Language Implementation Patterns: Create Your Own Domain-Specific and General Programming Languages (Pragmatic Programmers)

Category: Programming
Author: Terence Parr
4.4
This Month Stack Overflow 2

Comments

by anonymous   2019-07-21

"From the ground up" is a quite relative term, especially if you consider Python as the implementation language. I think what you are looking for is the implementation of a domain specific language (DSL). Good starting points might be this book or this one. DSLs are a wide topic, so if you provide more details, we might be able to give better tips.

by anonymous   2019-07-21

This is a great book to help get started http://www.amazon.com/Language-Implementation-Patterns-Domain-Specific-Programming/dp/193435645X/

The stages of building a language are

  1. Lexing. Lexing means being able to read certain categories of tokens. A token can be a series of digits 12376 or text strings like 'Hello'. The lexing looks at the first character (and it may also look ahead to the second character) to determine what it is. In the case of a number, it sees a digit and then proceeds to read the series of digits (by calling a subroutine), or in the case of a string it sees a quote then proceeds to read a string. The result of the lexer is a token which is a type (a number or string in this example) and the text of the token. This is normally stored in a struct as Kind int and Text string with constants declared to represent the kinds.

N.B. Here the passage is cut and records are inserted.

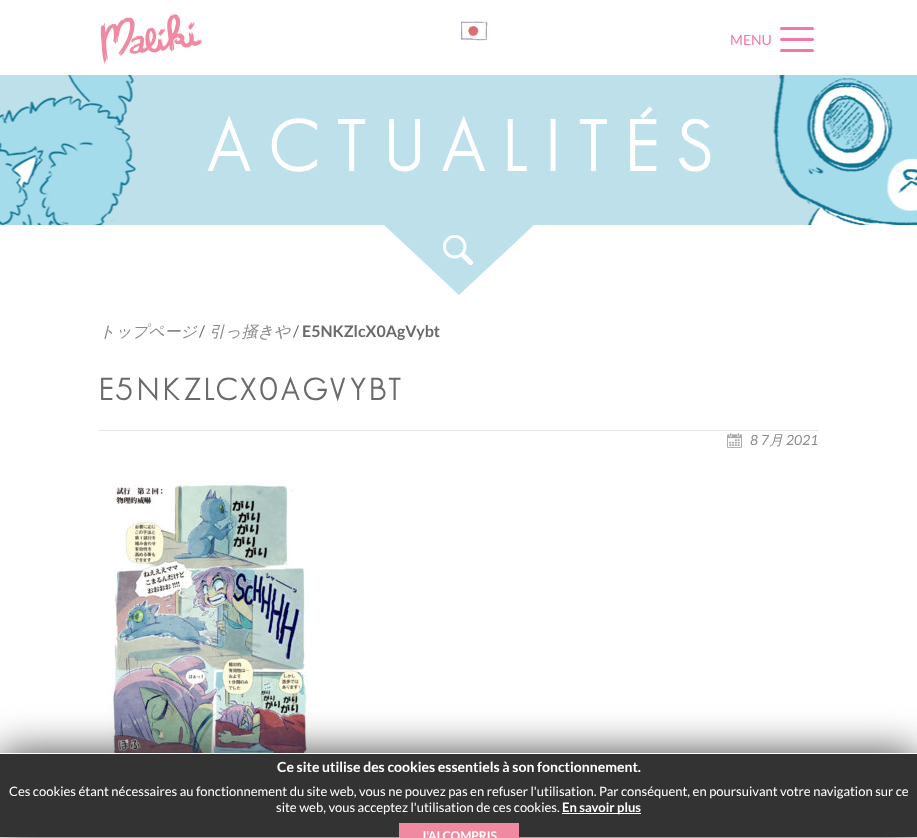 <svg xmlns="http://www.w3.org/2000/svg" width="917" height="838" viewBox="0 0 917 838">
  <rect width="100%" height="100%" fill="#fff"/>
  <image x="461" y="21" width="27" height="20" href="img/1.png"/>
  <image x="100" y="14" width="103" height="50" href="img/2.png"/>
  <rect x="780" y="27" width="34" height="3" rx="1.5" fill="#f576ab"/>
  <rect x="780" y="38" width="34" height="3" rx="1.5" fill="#f576ab"/>
  <rect x="780" y="49" width="34" height="3" rx="1.5" fill="#f576ab"/>
  <path d="M0 75h824v150H0z" fill="#bde0eb"/>
  <image x="0" y="75" width="917" height="150" href="img/3.png"/>
  <path d="M384 225H534L459 295Z" fill="#bde0eb"/>
  <image x="442" y="234" width="32" height="32" href="img/4.png"/>
  <path d="M99 430h720v1H99z" fill="#e8e8e8"/>
  <image x="727" y="433" width="15" height="15" href="img/5.png"/>
  <image x="107" y="480" width="200" height="273" href="img/6.png"/>
  <path d="M0 753h917v85H0z" fill="#444" filter="blur(20px)"/>
  <path d="M0 754h917v83H0z" fill="#333"/>
  <path d="M0 753h917v1H0z" fill="#fff"/>
  <path d="M562 813h79v1H562z" fill="#fff"/>
  <path d="M399 823h120v15H399z" fill="#f08aa3"/>
  <text x="730" y="45" font-family="Lato" font-size="14" fill="#f576ab">MENU</text>
  <text x="206" y="171" font-family="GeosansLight" font-size="70" font-weight="bold" fill="#fff">A C T U A L I T É S</text>
  <text x="99" y="337" font-family="WenQuanYi Zen Hei" font-size="16" font-weight="500" font-style="italic" fill="#8a8a8a">トップページ</text>
  <text x="199" y="337" font-family="Lato" font-size="16" fill="#6a6a6a">/</text>
  <text x="209" y="337" font-family="WenQuanYi Zen Hei" font-size="16" font-weight="500" font-style="italic" fill="#8a8a8a">引っ掻きや</text>
  <text x="293" y="337" font-family="Lato" font-size="16" fill="#6a6a6a">/</text>
  <text x="302" y="337" font-family="Lato" font-size="16" font-weight="bold" fill="#6a6a6a">E5NKZlcX0AgVybt</text>
  <text x="99" y="400" font-family="GeosansLight" font-size="30" font-weight="bold" letter-spacing="5" fill="#6a6a6a">E5NKZLCX0AGVYBT</text>
  <text x="750" y="445" font-family="Lato" font-size="14" font-style="italic" fill="#8a8a8a">8 7</text>
  <text x="769" y="445" font-family="WenQuanYi Zen Hei" font-size="14" font-weight="500" font-style="italic" fill="#8a8a8a">月</text>
  <text x="786" y="445" font-family="Lato" font-size="14" font-style="italic" fill="#8a8a8a">2021</text>
  <text x="277" y="772" font-family="Lato" font-size="14" font-weight="bold" fill="#fff">Ce site utilise des cookies essentiels à son fonctionnement.</text>
  <g font-family="Lato" font-size="13" fill="#fff">
    <text x="9" y="796">Ces cookies étant nécessaires au fonctionnement du site web, vous ne pouvez pas en refuser l'utilisation. Par conséquent, en poursuivant votre navigation sur ce</text>
    <text x="276" y="812">site web, vous acceptez l'utilisation de ces cookies.</text>
  </g>
  <text x="562" y="812" font-family="Lato" font-size="13" font-weight="bold" fill="#fff">En savoir plus</text>
  <text x="421" y="840" font-family="Lato" font-size="12" font-weight="bold" fill="#fff">J'AI COMPRIS</text>
</svg>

  2. The next building block is the parser. The parser sees the series of tokens, so it might see Identifier then looking ahead will see an =. Then it will branch off into an assignment. The parser builds a tree. In the case of an assignment, it will build a "node" of type "assign" then it will store the identifier in the first child and the expression in the second child. All tree nodes are "operations", meaning that they do something. You will not just a string or integer as a Node, you will have "Add" or "Append" etc as nodes (unless it is an expression, but expressions are contained by operations).

  3. The last part is execution. This is done by walking the tree and executing the nodes.

There is a lot of other machinery involved such as Memory, Scope, and the look ahead machinery. This is explained in the link above.